- **WORK ORDER**:
Print all of the data exactly, but drop the pictures.

- **SUPPLIED MATERIAL**:

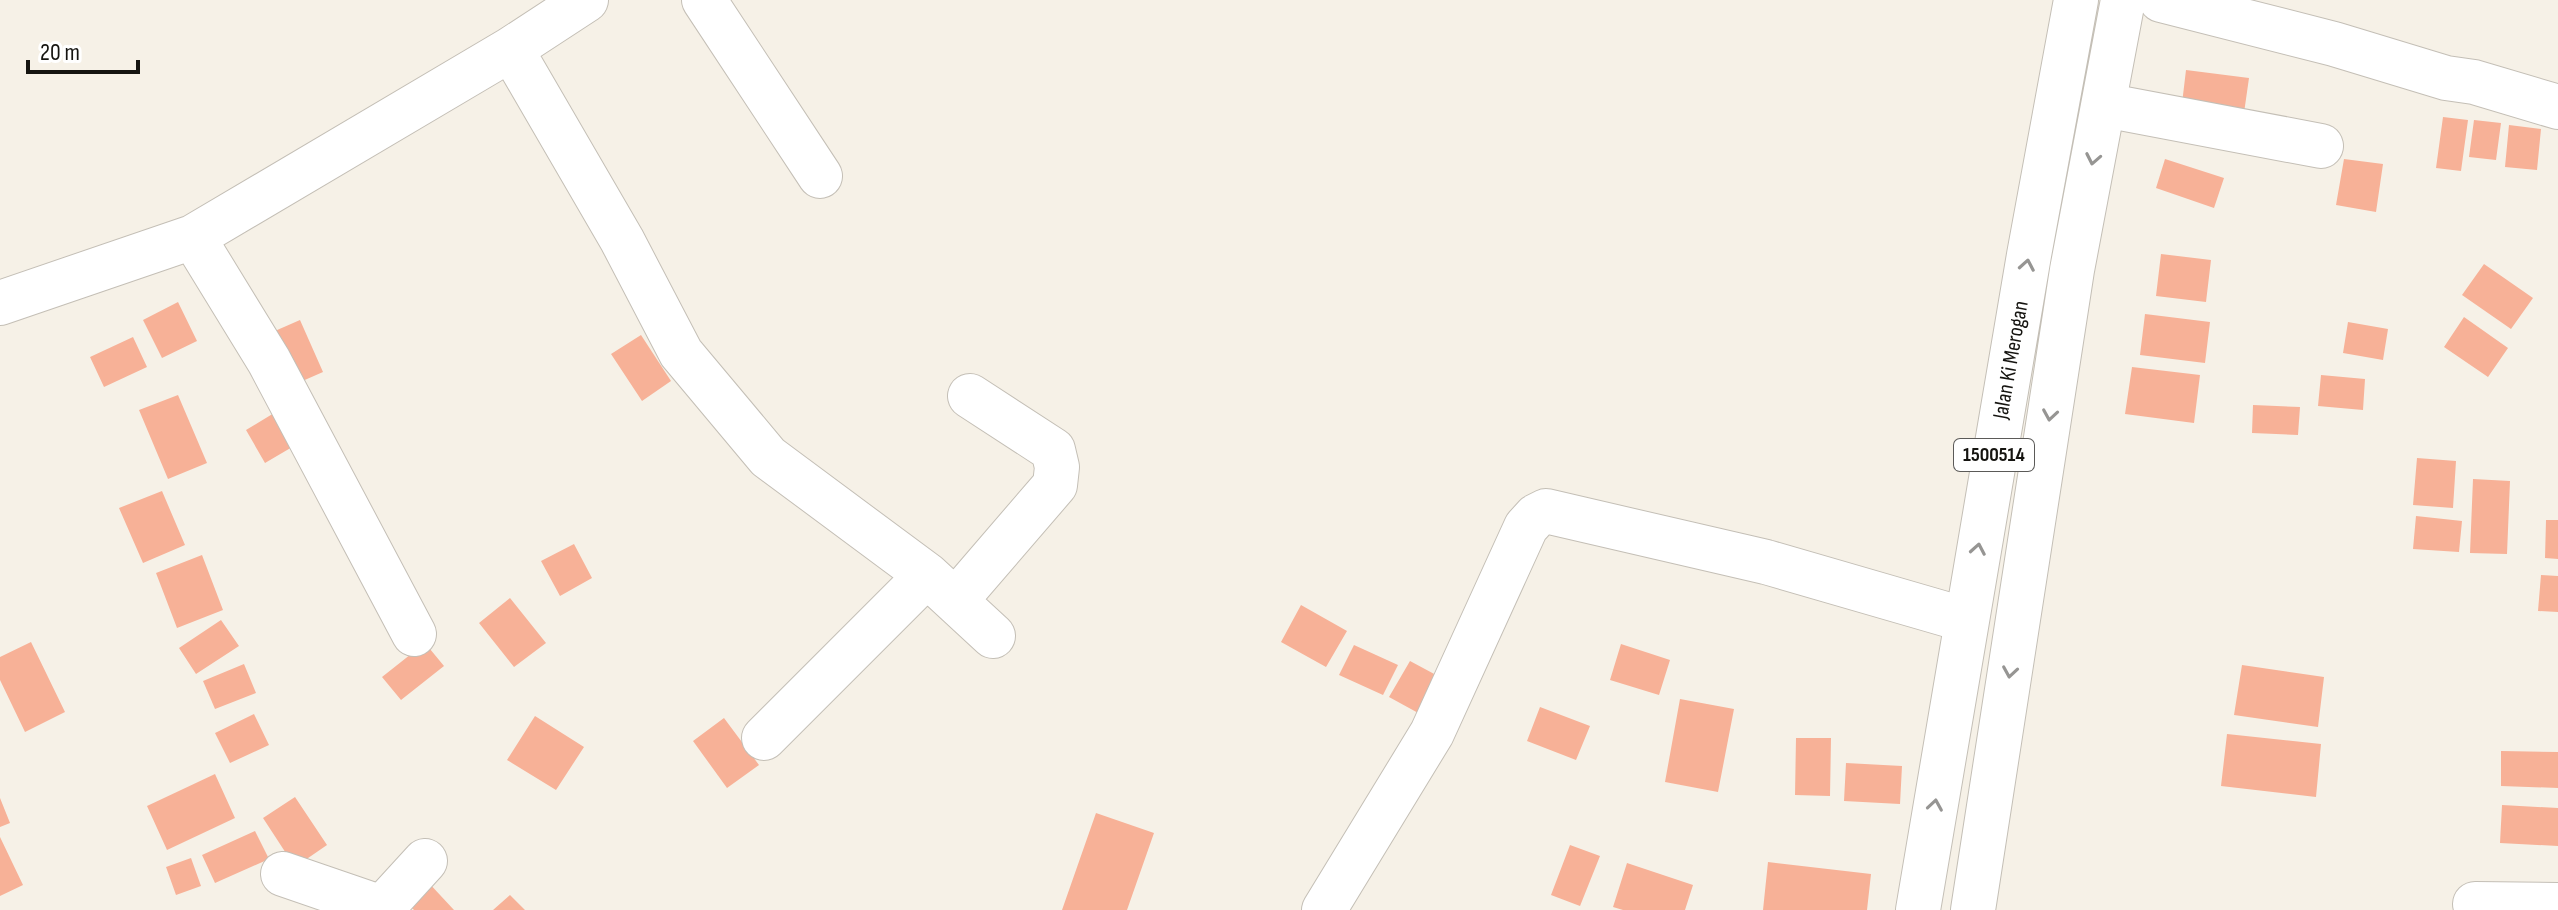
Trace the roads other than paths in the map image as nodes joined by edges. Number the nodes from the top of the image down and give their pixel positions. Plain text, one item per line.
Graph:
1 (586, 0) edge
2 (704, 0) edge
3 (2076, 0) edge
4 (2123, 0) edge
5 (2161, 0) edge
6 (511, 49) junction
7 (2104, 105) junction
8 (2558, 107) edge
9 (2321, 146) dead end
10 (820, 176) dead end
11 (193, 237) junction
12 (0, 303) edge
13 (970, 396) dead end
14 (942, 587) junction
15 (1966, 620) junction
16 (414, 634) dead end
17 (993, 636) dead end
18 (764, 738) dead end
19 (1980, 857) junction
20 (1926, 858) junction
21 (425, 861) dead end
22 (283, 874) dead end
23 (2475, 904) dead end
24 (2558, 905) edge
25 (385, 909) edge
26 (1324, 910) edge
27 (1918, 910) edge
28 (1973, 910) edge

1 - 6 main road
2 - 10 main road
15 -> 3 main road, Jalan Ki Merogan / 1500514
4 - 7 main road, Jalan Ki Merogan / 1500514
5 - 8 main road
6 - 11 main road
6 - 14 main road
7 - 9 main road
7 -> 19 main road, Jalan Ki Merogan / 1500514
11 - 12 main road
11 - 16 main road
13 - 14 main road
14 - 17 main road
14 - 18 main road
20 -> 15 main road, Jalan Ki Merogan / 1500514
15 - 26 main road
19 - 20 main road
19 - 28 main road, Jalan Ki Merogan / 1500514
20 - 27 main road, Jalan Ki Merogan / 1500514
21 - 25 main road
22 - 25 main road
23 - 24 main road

- **ANSWER BOX**:
Trace the roads other than paths in the map image as nodes joined by edges. Number the nodes from the top of the image down and give their pixel positions. Plain text, one item per line.
Graph:
1 (586, 0) edge
2 (704, 0) edge
3 (2076, 0) edge
4 (2123, 0) edge
5 (2161, 0) edge
6 (511, 49) junction
7 (2104, 105) junction
8 (2558, 107) edge
9 (2321, 146) dead end
10 (820, 176) dead end
11 (193, 237) junction
12 (0, 303) edge
13 (970, 396) dead end
14 (942, 587) junction
15 (1966, 620) junction
16 (414, 634) dead end
17 (993, 636) dead end
18 (764, 738) dead end
19 (1980, 857) junction
20 (1926, 858) junction
21 (425, 861) dead end
22 (283, 874) dead end
23 (2475, 904) dead end
24 (2558, 905) edge
25 (385, 909) edge
26 (1324, 910) edge
27 (1918, 910) edge
28 (1973, 910) edge

1 - 6 main road
2 - 10 main road
15 -> 3 main road, Jalan Ki Merogan / 1500514
4 - 7 main road, Jalan Ki Merogan / 1500514
5 - 8 main road
6 - 11 main road
6 - 14 main road
7 - 9 main road
7 -> 19 main road, Jalan Ki Merogan / 1500514
11 - 12 main road
11 - 16 main road
13 - 14 main road
14 - 17 main road
14 - 18 main road
20 -> 15 main road, Jalan Ki Merogan / 1500514
15 - 26 main road
19 - 20 main road
19 - 28 main road, Jalan Ki Merogan / 1500514
20 - 27 main road, Jalan Ki Merogan / 1500514
21 - 25 main road
22 - 25 main road
23 - 24 main road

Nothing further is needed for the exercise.